Welcome, My Sillies! Together we'll uncover morsels of sweetness in the light and dark. You'll crave chocolate. I'm a naughty influence. {Note: I avoid Hershey's but partake in regular fixes of fair trade and organic varieties.} Please enjoy a ravenous sampling, and may you fast become addicted. Cheers to all things sweet. That, Dear Sillies, includes you.
InSanity~Normalize, Don't Stigmatize Mentall Illness.
Monday, September 13, 2010
Dear Rejecters
Dear Rejecters,
At the risk of jeopardizing our glorious future together, I’ve got a few things to say. What’s wrong with you?! Don’t you know how good I am? I mean, I’m good. I’m really, really good. Just ask me. I’m sweet and smart sometimes. Sure, I’m super short all of the time, but that really shouldn’t matter. It’s just not right to discriminate. I’m still fully capable, energetic, and quite flexible. Okay, I’m a bit older than you prefer, but I do have solid experience. I thought you want that.
But no. You don’t want me. Still, I persist. Yep, here I sit at my computer, night after night, expressing interest time and again. It takes courage and utter indiscretion, you know? The outcome of my efforts: nothing. Not a damn thing! Well, occasionally I do hear back from you weeks later. Once in a while, we actually progress to a phone chat. For that moment, my hopes skyrocket. I start planning to relocate, make a long term commitment, send out the announcements, say goodbye to the neighbor’s dog, and celebrate with European chocolates – none of that cheap Hershey’s stuff.
Alas, we meet face to face. You’re unappealing – to put it nicely. You bore me with your asinine questions, talk in circles about weird philosophies, act self-important and all. I can’t wait until it’s over, though I do well to hide my despair. Don’t I? I’m not sure why. I suppose I’m being strategic, until something better comes along. I’ll take what I can get these days. (Desperate times and all.) Oh, don't act shocked. We've all got our needs.
Still, even when it’s clear (to me) that I’m certainly way too good for you, I never hear from you again. This begs the question: What is wrong with you?!
On the other hand, when I’m excited by you, I never hear from you again. I'm back to begging and asking what the hell is wrong with you.
Yet, despite your obvious deficiencies in the face of my wonderfulness, I keep plugging away. I keep perusing the on-line ads. I maintain faith that I’ll find a match, at least for the time being.

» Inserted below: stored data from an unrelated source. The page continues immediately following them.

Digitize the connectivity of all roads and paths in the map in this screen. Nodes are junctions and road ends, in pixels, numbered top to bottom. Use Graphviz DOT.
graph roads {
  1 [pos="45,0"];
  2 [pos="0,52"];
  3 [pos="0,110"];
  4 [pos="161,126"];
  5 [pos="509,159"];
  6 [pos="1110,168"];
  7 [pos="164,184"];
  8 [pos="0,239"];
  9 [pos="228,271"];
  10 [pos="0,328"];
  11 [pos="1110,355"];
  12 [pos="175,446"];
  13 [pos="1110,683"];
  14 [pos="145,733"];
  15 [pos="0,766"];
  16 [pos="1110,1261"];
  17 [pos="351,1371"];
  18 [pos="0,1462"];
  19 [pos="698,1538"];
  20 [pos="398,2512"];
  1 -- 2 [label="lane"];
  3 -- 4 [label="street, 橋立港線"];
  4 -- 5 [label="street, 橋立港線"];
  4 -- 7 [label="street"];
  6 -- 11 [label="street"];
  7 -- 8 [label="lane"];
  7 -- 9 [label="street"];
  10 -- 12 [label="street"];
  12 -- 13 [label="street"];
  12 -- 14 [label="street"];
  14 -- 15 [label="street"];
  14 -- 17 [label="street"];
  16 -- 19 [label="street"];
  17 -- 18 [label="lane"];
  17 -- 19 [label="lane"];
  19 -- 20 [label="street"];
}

I don't think you have any sense of what you're putting me through, dear rejecters. Did you consider for a moment that I might be frustrated? Did you think that this frustration could, in fact, enhance my performance? Do you have any idea how hard the search has been? It truly is challenging to find a job these days. So hire me, already! I’m good. I’m really, really good. Just ask me.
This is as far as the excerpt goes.